# Project on a wall or get a screen?



## jstanley214 (May 22, 2013)

I am a noob to projectors and recently got an Optoma HD65. I am projecting an image of just over 95" on my wall and am really happy with the image so far. I've heard that if your wall is textured, eventually you'll notice it once your eyes are used to the image. I'm just wondering is a screen is really worth it. The color of my wall is a really light tan color. I have paint that I planned on using but haven't had a chance to do it yet. The paint is just white. I forget the actual brand or color code but this one I found recommended on another forum.

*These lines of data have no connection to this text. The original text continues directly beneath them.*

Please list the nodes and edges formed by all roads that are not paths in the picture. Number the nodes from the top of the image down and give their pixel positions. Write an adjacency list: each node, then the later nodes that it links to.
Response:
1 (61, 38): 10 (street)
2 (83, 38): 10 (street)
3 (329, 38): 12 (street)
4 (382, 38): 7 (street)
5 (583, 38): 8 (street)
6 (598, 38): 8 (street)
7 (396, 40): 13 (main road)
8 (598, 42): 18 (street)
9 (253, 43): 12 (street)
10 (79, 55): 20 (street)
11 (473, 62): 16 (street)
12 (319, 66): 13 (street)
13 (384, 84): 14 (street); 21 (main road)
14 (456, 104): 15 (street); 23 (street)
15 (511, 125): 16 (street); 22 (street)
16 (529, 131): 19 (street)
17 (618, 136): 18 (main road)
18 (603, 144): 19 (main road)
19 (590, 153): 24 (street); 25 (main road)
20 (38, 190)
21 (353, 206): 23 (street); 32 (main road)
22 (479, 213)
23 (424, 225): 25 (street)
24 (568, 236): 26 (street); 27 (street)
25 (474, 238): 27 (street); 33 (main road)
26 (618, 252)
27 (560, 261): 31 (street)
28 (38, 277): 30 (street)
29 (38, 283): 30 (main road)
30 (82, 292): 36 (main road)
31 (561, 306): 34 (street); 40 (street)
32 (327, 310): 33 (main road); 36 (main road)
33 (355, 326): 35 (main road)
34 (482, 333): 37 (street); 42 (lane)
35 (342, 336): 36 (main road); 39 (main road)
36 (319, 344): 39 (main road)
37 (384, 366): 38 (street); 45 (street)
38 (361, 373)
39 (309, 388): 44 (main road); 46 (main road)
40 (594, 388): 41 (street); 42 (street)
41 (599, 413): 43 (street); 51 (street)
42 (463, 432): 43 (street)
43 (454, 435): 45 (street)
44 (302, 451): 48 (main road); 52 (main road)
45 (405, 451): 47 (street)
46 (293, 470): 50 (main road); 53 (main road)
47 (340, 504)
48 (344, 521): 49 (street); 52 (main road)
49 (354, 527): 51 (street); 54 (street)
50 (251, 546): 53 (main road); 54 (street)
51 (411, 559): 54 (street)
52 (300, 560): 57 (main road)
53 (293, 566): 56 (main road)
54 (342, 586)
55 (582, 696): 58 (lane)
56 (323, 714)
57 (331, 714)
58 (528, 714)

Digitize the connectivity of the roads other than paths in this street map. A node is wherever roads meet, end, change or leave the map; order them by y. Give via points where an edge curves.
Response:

Any advice would be greatly appreciated. Keep in mind that I currently can't afford a really expensive screen.


----------



## tonyvdb (Sep 5, 2007)

Oh for sure, if your enjoying your image now just wait till you use a proper screen you will love it even more. Textured walls are not good as a screen so you would either have to clean off all the texture and paint or put something over top.


----------



## rab-byte (Feb 1, 2011)

Yes! Get a screen or sand and paint your wall. 

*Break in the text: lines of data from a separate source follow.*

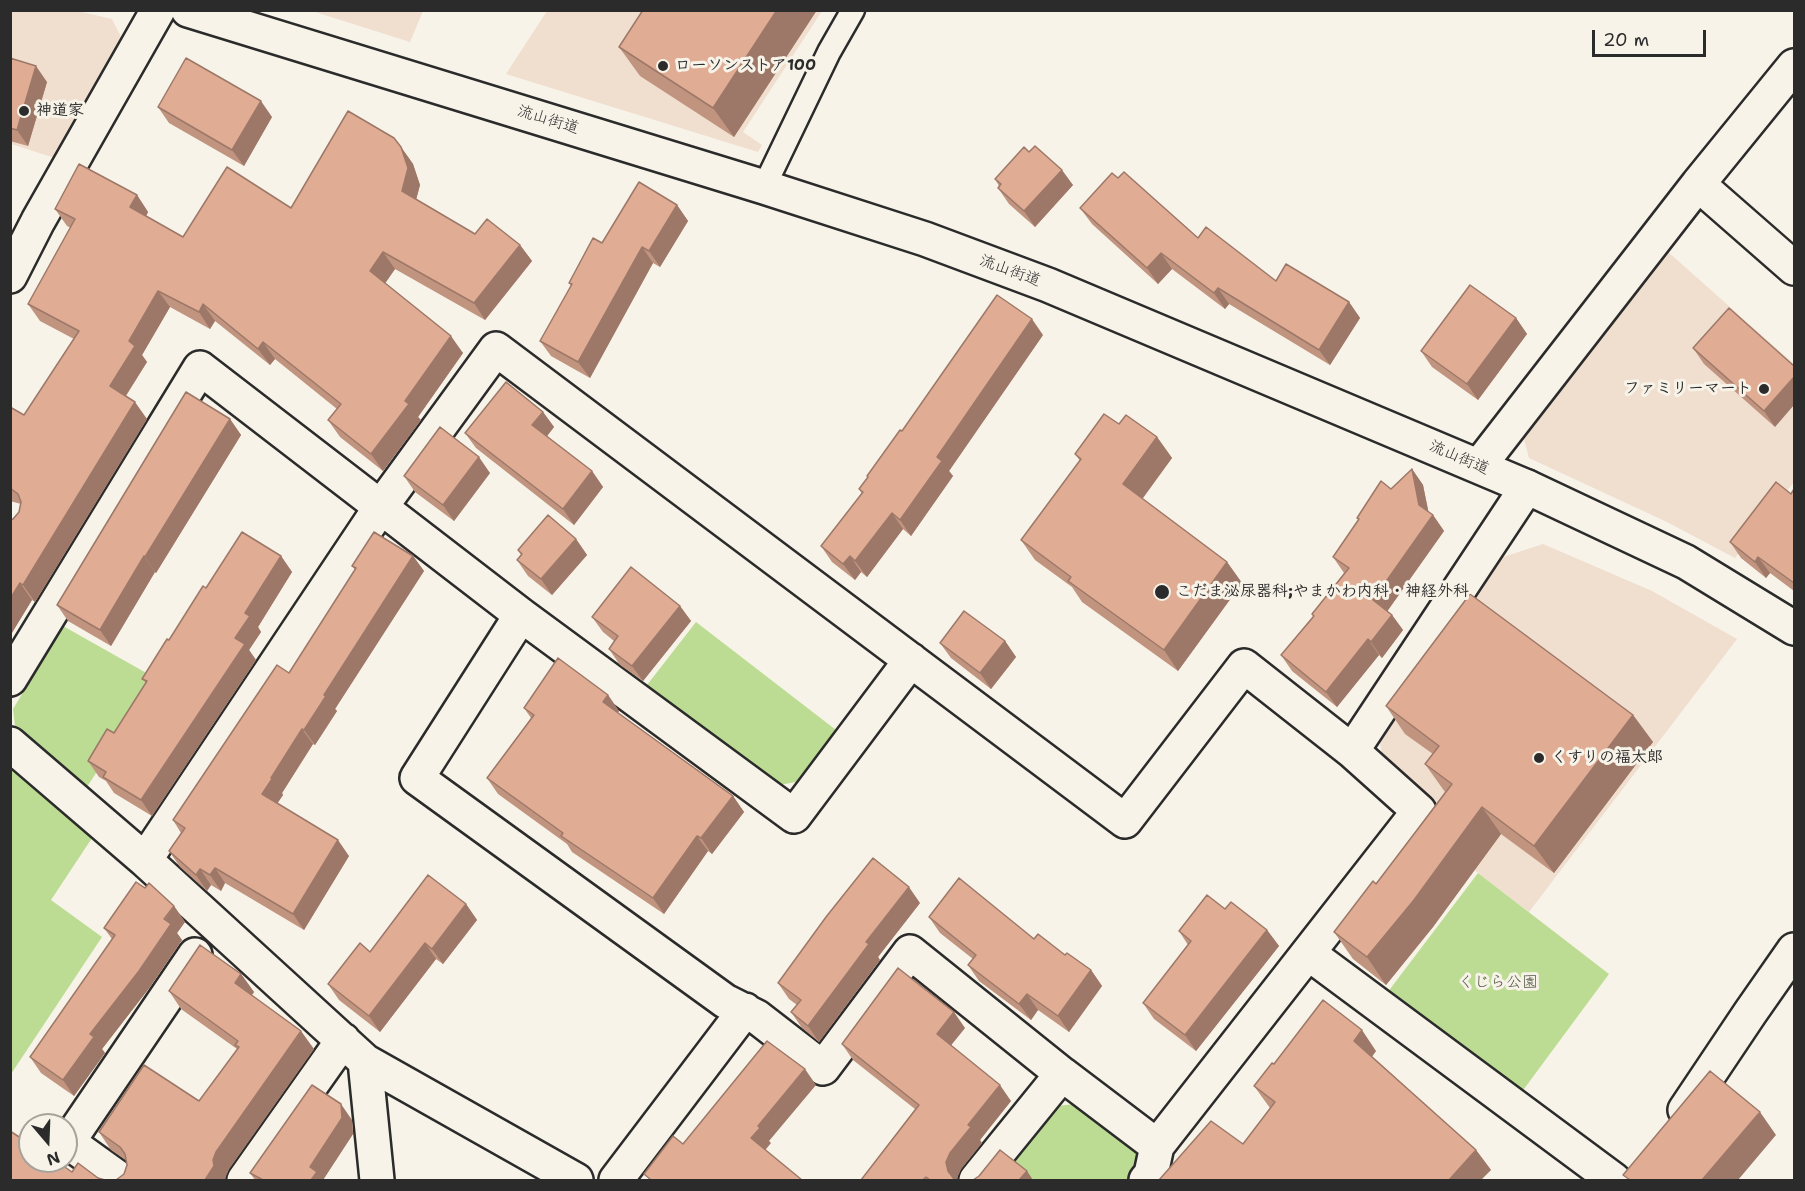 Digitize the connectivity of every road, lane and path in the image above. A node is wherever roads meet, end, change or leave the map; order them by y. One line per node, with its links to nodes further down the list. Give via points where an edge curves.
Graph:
1 (158, 10): 8 (street)
2 (853, 10): 6 (lane)
3 (192, 11): 6 (street, 流山街道)
4 (1794, 66): 5 (street)
5 (1698, 184): 7 (street); 9 (street)
6 (764, 187): 9 (street, 流山街道, via 925,239 1048,285)
7 (1794, 268)
8 (10, 276)
9 (1479, 466): 10 (street, 流山街道)
10 (1527, 487): 13 (street, 流山街道, via 1686,562); 17 (street)
11 (380, 508): 12 (street); 14 (street, via 496,349); 15 (street, via 200,368); 18 (street)
12 (521, 615): 14 (street, via 794,816); 22 (street, via 417,778 716,994)
13 (1794, 628)
14 (911, 660): 17 (street, via 1125,821 1244,666)
15 (10, 678)
16 (10, 744): 18 (street)
17 (1352, 751): 21 (street, via 1419,811)
18 (145, 860): 19 (street)
19 (216, 924): 23 (street); 28 (street, via 68,1142)
20 (1794, 950): 25 (street)
21 (1308, 953): 26 (street); 27 (street)
22 (745, 1010): 24 (street, via 823,1068 910,952); 32 (street)
23 (354, 1051): 29 (street); 30 (street); 31 (street)
24 (1062, 1074): 26 (street); 33 (street)
25 (1669, 1130)
26 (1157, 1146): 34 (street)
27 (1627, 1175)
28 (121, 1180)
29 (244, 1180)
30 (377, 1180)
31 (576, 1180)
32 (616, 1180)
33 (976, 1180)
34 (1146, 1180)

So often people forget that the screen is what you're actually watching. A basic screen can be had for a couple hundred dollars and higher quality screens will offer you added benefits of contrast and color accuracy.


----------



## tonyvdb (Sep 5, 2007)

The Jamestown screens are really inexpensive so you could give them a call.


----------



## jstanley214 (May 22, 2013)

I forgot to add too that the texture on my wall is VERY light. Any lighter and it would be smooth to the touch. Where is this Jamestown screens place located? I live in Dallas, Texas.


----------



## tonyvdb (Sep 5, 2007)

Dayton, TN


----------



## jstanley214 (May 22, 2013)

I'm really interested in a screen now. How does it work? To you give them the specs you need and then they make it and ship it?


----------



## tonyvdb (Sep 5, 2007)

Just look at the website, they have all the info you need there. He will make to order if you want an odd size.


----------



## jstanley214 (May 22, 2013)

Well I decided to paint my wall white for the time being and wow what a difference. The color is way better and the picture is much brighter although it was pretty bright to begin with. My projector is 1600 lumens...I think. Even darker scenes look rely good. My was was previously a tan/yellowish color. I'm good with this for now but may eventually get a screen a year or so from now. I may go ahead and build a frame though. I already had the paint so that's why I went ahead with painting it for now.


----------



## orion (Sep 18, 2009)

I have a painted wall for a screen also. I am happy with it as well. I may make an audio transparent screen someday but for now I think a painted wall is pretty good.


----------



## jstanley214 (May 22, 2013)

Yeah I'm lovin mine. My while has very little texture to it so you can't tell at all. I'm going to build a frame to put on the wall to at least give it a more screen like look. The mistake I made was painting the entire wall. I painted the rest of my wall a dark charcoal grey. I think once my frame is built, I'm going to paint the wall around the image the same color as the rest of my walls. I think it will look dumb having an all white wall with a random frame hanging. Lol! Although anyone that's been to my house knows what I'm doing in there so I guess is just the mental part of it for me.


----------



## mechman (Feb 8, 2007)

Painting the wall is the most simple cost effective way to a screen. :T


----------



## Horrorfan33 (Jun 11, 2013)

I'm a newbie to projectors as well..I just bought a Epson EX3212..Its not the greatest by far, but it does have HDMI input and it will definitely work, until I save up enough for a nice 1080p version 
Anyway, I'm using paint on my wall as well..Its an LCD projector, so Im using a light grey FLAT paint..It's so much better than a white paint..I purchased it from Walmart for $16!!..The color is called "Secret Locket"..The rest of my wall is a dark grey..
I have also built a frame around the paint, using 1x4 boards and painted them flat black..Its a world of difference, than just white paint on the wall..


----------